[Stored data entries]
####################

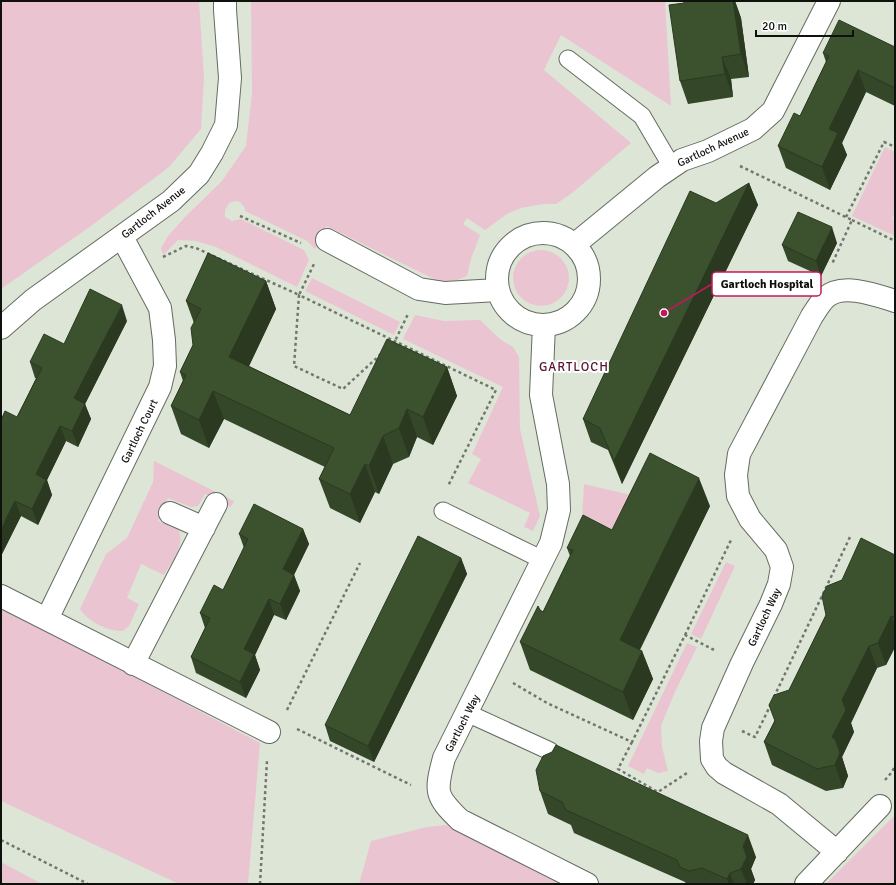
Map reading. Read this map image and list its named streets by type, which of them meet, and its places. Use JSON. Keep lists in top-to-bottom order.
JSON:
{
  "streets": {
    "street": ["Gartloch Avenue", "Gartloch Court", "Gartloch Way"]
  },
  "crossings": [
    ["Gartloch Avenue", "Gartloch Court"],
    ["Gartloch Avenue", "Gartloch Way"]
  ],
  "districts": ["GARTLOCH"],
  "places": ["Gartloch Hospital"],
  "scale_bar": "20 m"
}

####################

# WHAT TO DO
Your task is to repeat the records exactly. Images do not belong in the copy.

# OUTPUT
Map reading. Read this map image and list its named streets by type, which of them meet, and its places. Use JSON. Keep lists in top-to-bottom order.
JSON:
{
  "streets": {
    "street": ["Gartloch Avenue", "Gartloch Court", "Gartloch Way"]
  },
  "crossings": [
    ["Gartloch Avenue", "Gartloch Court"],
    ["Gartloch Avenue", "Gartloch Way"]
  ],
  "districts": ["GARTLOCH"],
  "places": ["Gartloch Hospital"],
  "scale_bar": "20 m"
}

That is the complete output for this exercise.